その後、私は海に入り、マイクはなぜかサンセットビーチだけでなく、他のスポットでもサーフィンを教えてくれることになったのです。彼がどれほど忍耐強く、それでいて毅然とした態度で接してくれたか、言葉では言い表せません。サンセットビーチでの最初のセッションの一つで、私たちはビーチにしばらく座って、彼がパドルアウトの仕方、そしてもっと重要なことに、どうやって戻ってくるかを丁寧に説明してくれました。この日のようにカレントが本当に強い時は、簡単なことではありません。波の高さは10~15フィートくらいでした。パドルアウト自体は比較的簡単でした。マイクは私がチャンネルで立ち尽くして、まるでヘッドライトに照らされた鹿のように固まってしまうのを許しませんでした。彼は私が乗る波を選び、パドルインするように指示しました。私はあの巨大な波にドロップインすることに恐怖を感じていました。しかし、徐々に自信がつき、自分で波を選べるようになりました。
これは素晴らしいことでしたが、ベン・アイパの波にドロップインしてしまったのです。最悪でした!正直に言うと、波に向かってパドルインした時は彼の姿が見えませんでした。しかし、私がキックアウトした時、彼も私の後ろにいて、自分が何をしてしまったのかに気づきました。ベンは怒っていて、マイクもそれに気づいていました。マイクはすぐにベンのところへパドルで駆け寄り、「見てくれ、こいつは鈍感なカリフォルニアのガキで、俺がこの場所でサーフィンを教えているんだ。パドルで入ってくるだけでパニックになってて、君に気づかなかったんだよ。

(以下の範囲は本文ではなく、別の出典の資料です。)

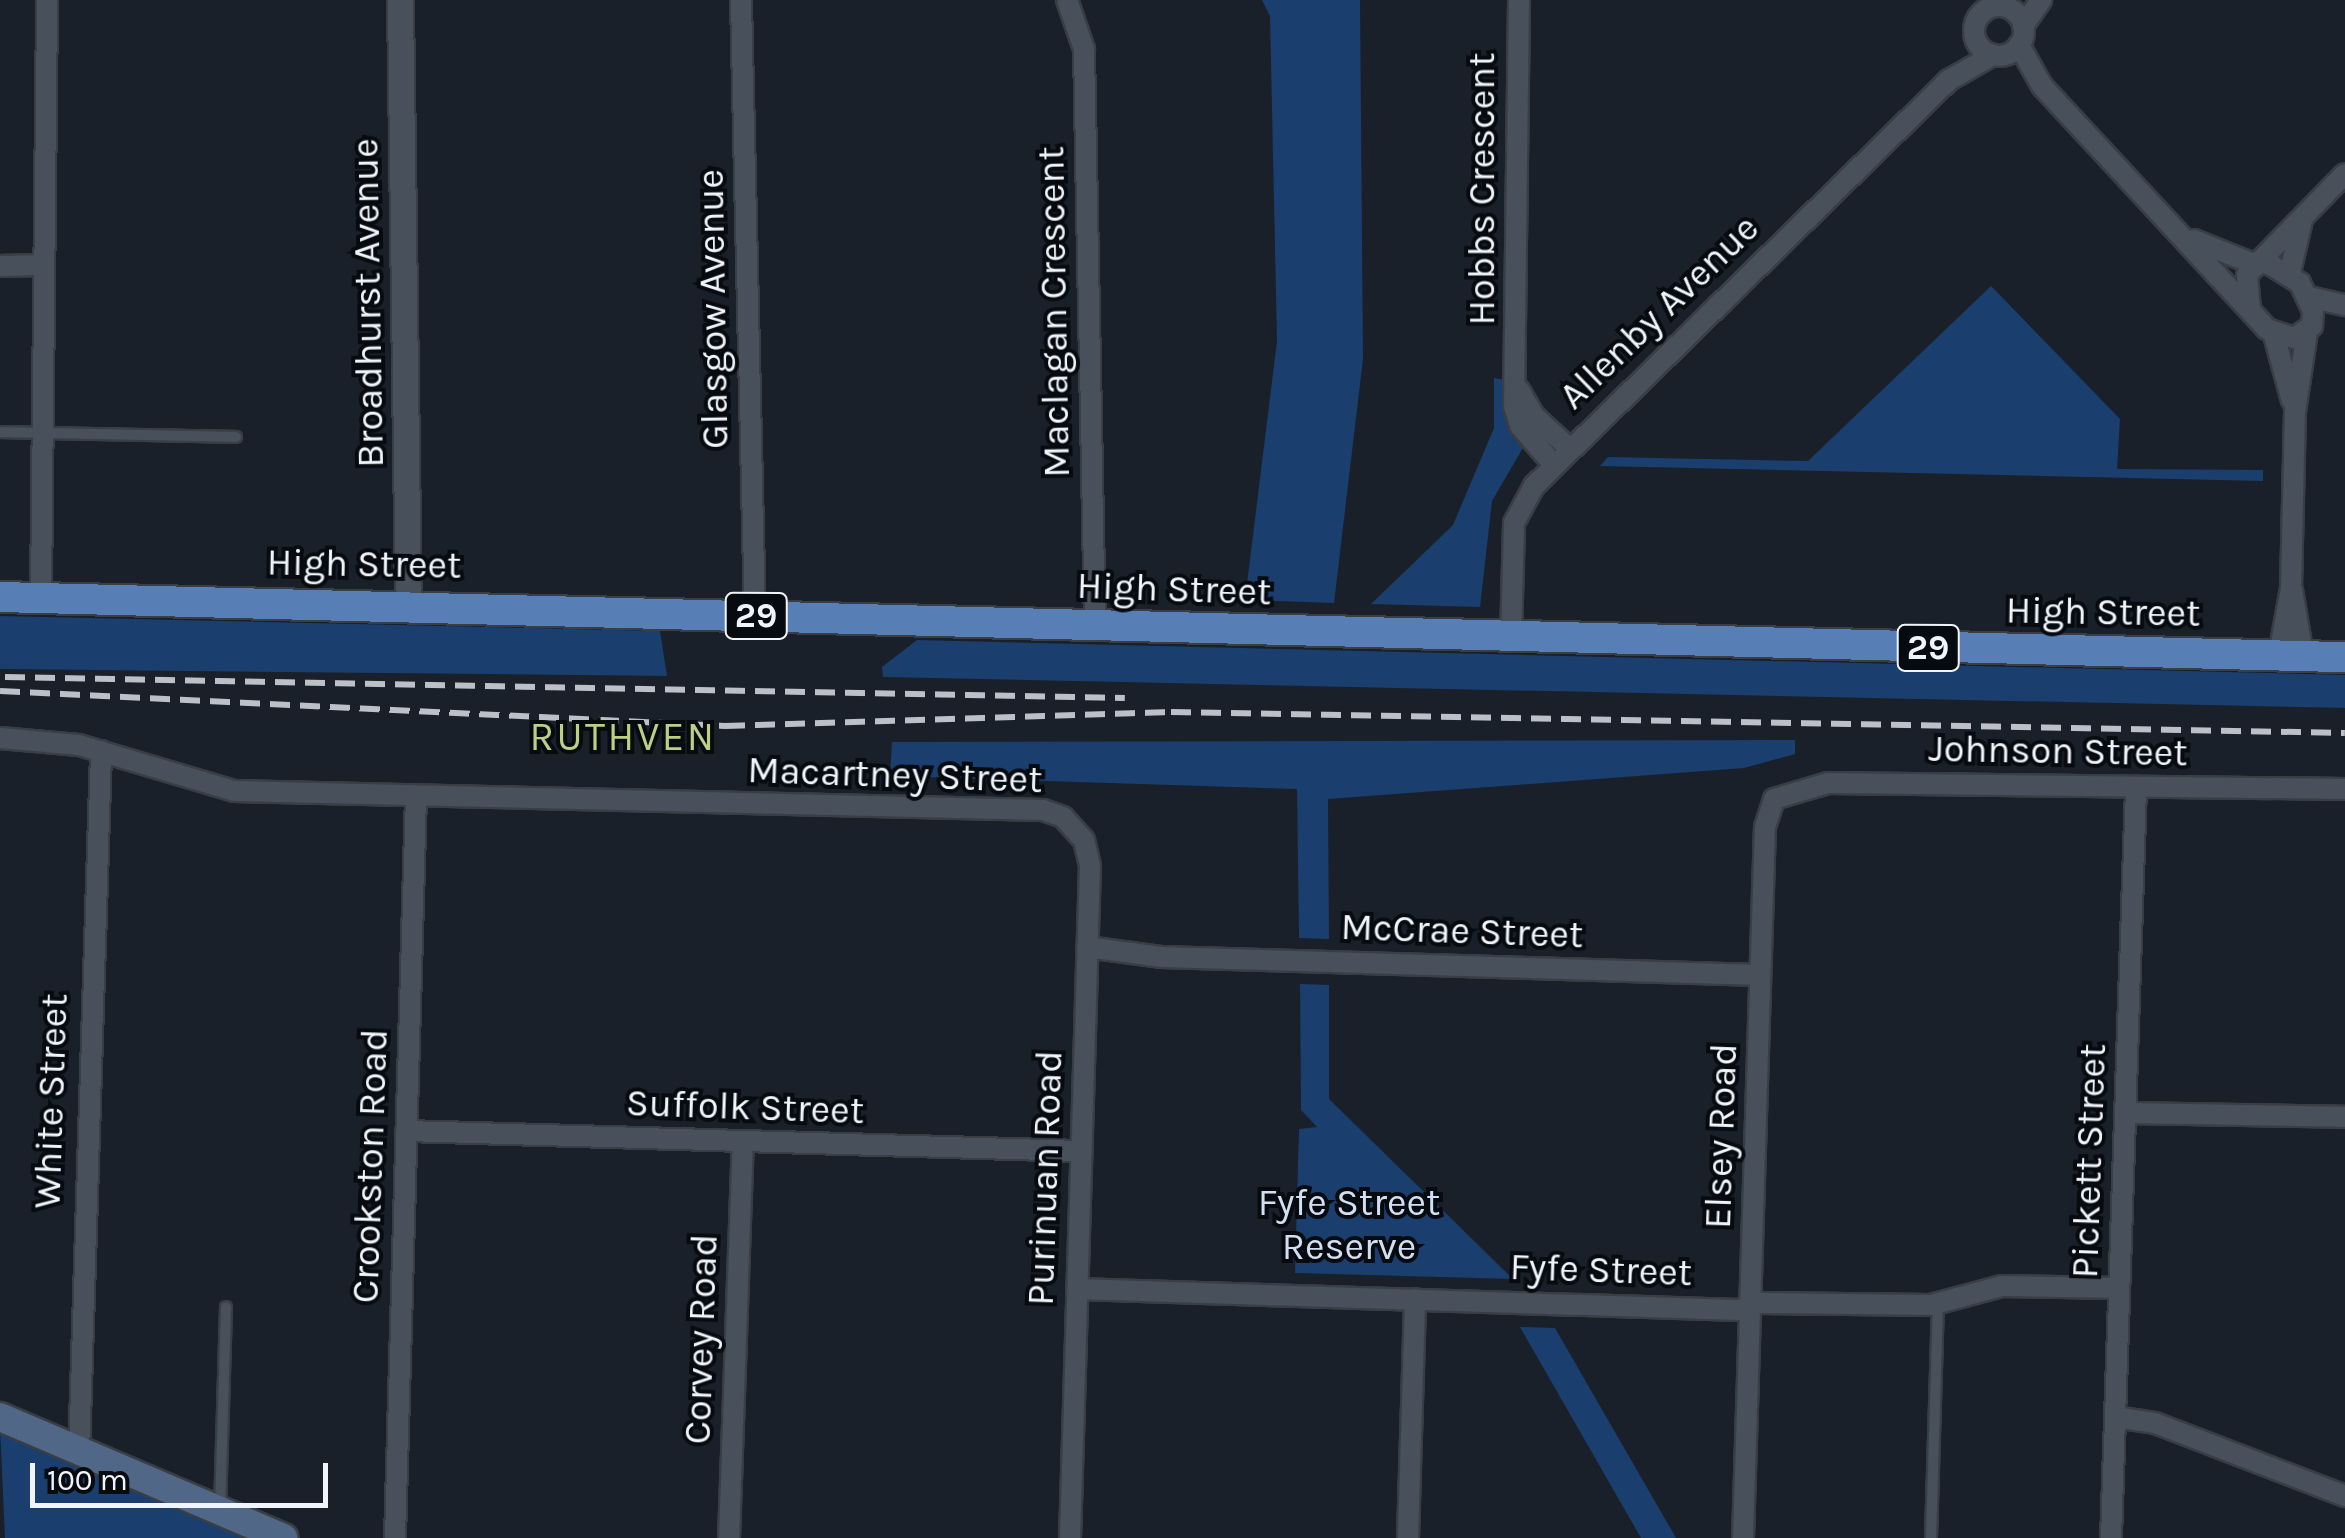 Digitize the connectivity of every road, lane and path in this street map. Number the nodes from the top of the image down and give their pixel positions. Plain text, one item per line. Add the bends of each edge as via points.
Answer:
1 (47, 0) edge
2 (400, 0) edge
3 (741, 0) edge
4 (1067, 0) edge
5 (1518, 0) edge
6 (2041, 0) edge
7 (2001, 3) edge
8 (1974, 18) edge
9 (2021, 36) junction
10 (1994, 56) junction
11 (1949, 80) junction
12 (2042, 86) junction
13 (2345, 174) edge
14 (2304, 213) junction
15 (2184, 234) junction
16 (2257, 264) junction
17 (44, 265) junction
18 (0, 266) edge
19 (2290, 272) junction
20 (2309, 296) junction
21 (2345, 305) edge
22 (2250, 309) junction
23 (2345, 315) edge
24 (2309, 329) junction
25 (2274, 336) junction
26 (1516, 378) junction
27 (2295, 412) junction
28 (42, 431) junction
29 (0, 432) edge
30 (236, 436) dead end
31 (1570, 449) junction
32 (1554, 465) junction
33 (0, 596) edge
34 (41, 597) junction
35 (408, 605) junction
36 (755, 616) junction
37 (1095, 626) junction
38 (1511, 639) junction
39 (2291, 656) junction
40 (2345, 657) edge
41 (0, 738) edge
42 (101, 751) junction
43 (2136, 787) junction
44 (2345, 789) edge
45 (416, 796) junction
46 (1774, 799) joint
47 (1073, 824) joint
48 (1087, 955) junction
49 (1760, 975) junction
50 (2125, 1114) junction
51 (2345, 1117) edge
52 (406, 1131) junction
53 (743, 1143) junction
54 (1081, 1152) junction
55 (2119, 1288) junction
56 (1077, 1289) junction
57 (1416, 1299) junction
58 (1938, 1304) junction
59 (226, 1306) dead end
60 (1751, 1306) junction
61 (2115, 1417) junction
62 (0, 1418) edge
63 (79, 1453) junction
64 (2345, 1496) edge
65 (219, 1515) junction
66 (283, 1538) edge
67 (395, 1538) edge
68 (729, 1538) edge
69 (1070, 1538) edge
70 (1408, 1538) edge
71 (1743, 1538) edge
72 (1930, 1538) edge
73 (2111, 1538) edge

1 - 17 street
2 - 35 street, Broadhurst Avenue
3 - 36 street, Glasgow Avenue
4 - 37 street, Maclagan Crescent via 1084,49
5 - 26 street, Hobbs Crescent
6 - 9 street
7 - 8 street
7 - 9 street
8 - 10 street
8 - 11 street, Allenby Avenue
9 - 10 street, Allenby Avenue
9 - 12 street
10 - 11 street, Allenby Avenue
10 - 12 street
11 - 31 street, Allenby Avenue
12 - 15 street
13 - 14 street
14 - 16 street
14 - 19 street
15 - 16 street
15 - 22 street
16 - 19 street
16 - 22 street via 2245,289
17 - 18 street
17 - 28 street
19 - 20 street
20 - 21 street
20 - 24 street
22 - 25 street
23 - 24 street
24 - 25 street
24 - 27 street
25 - 27 street
26 - 31 street, Hobbs Crescent via 1534,416
26 - 32 street, Hobbs Crescent via 1520,426
27 - 39 street
28 - 29 lane
28 - 30 lane
28 - 34 street
31 - 32 street, Allenby Avenue
32 - 38 street, Allenby Avenue via 1514,523
33 - 34 main road, High Street / 29
34 - 35 main road, High Street / 29
35 - 36 main road, High Street / 29
36 - 37 main road, High Street / 29
37 - 38 main road, High Street / 29
38 - 39 main road, High Street / 29
39 - 40 main road, High Street / 29
41 - 42 street, Macartney Street
42 - 45 street, Macartney Street via 234,791
42 - 63 street, White Street
43 - 44 street, Johnson Street
43 - 46 street, Johnson Street via 1828,784
43 - 50 street, Pickett Street
45 - 47 street, Macartney Street via 1043,810
45 - 52 street, Crookston Road
46 - 49 street, Elsey Road via 1765,827
47 - 48 street, Purinuan Road via 1090,857
48 - 49 street, McCrae Street
48 - 54 street, Purinuan Road
49 - 60 street, Elsey Road
50 - 51 street
50 - 55 street, Pickett Street
52 - 53 street, Suffolk Street
52 - 67 street, Crookston Road
53 - 54 street, Suffolk Street
53 - 68 street, Corvey Road
54 - 56 street, Purinuan Road
55 - 58 street, Fyfe Street via 2002,1286
55 - 61 street, Pickett Street
56 - 57 street, Fyfe Street
56 - 69 street, Purinuan Road
57 - 60 street, Fyfe Street
57 - 70 street
58 - 60 street, Fyfe Street
58 - 72 lane
59 - 65 lane via 226,1486
60 - 71 street, Elsey Road
61 - 64 street via 2154,1423
61 - 73 street, Pickett Street
62 - 63 main road
63 - 65 main road
65 - 66 main road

大目に見てやってくれよ、いいか?」みたいなことを言ったに違いない。マイク・ドイルはノースショアで絶大な信頼を得ていたから、ベン・アイパでさえその違反を見逃してくれた。ベンがマイクに「二度とこんなことするなよ!」と言っているのが聞こえた。マイクは私のところへパドルでやって来て、サーフィンのマナーは重要で、特にハワイではそうだと、はっきりと教えてくれた。私はそのことを決して忘れない。最後に言っておきたいのは、これまで一緒にサーフィンをした男も女も、マイクに匹敵する者はいないということだ。信じてくれ、サンセットビーチのラインナップで、彼が圧倒的な強さを見せつけるのを見た時のことを考えると、本当にそう思う。
15フィート、5フィート、20フィートの波を、まるで私のホームブレイクであるスワミーズでサーフィンしているかのように乗りこなす彼の姿は、彼がどんな人物だったのかを正しく理解する上で、まさにうってつけだった。
マイク、トレーニング、カウンセリング、そして友情に感謝します。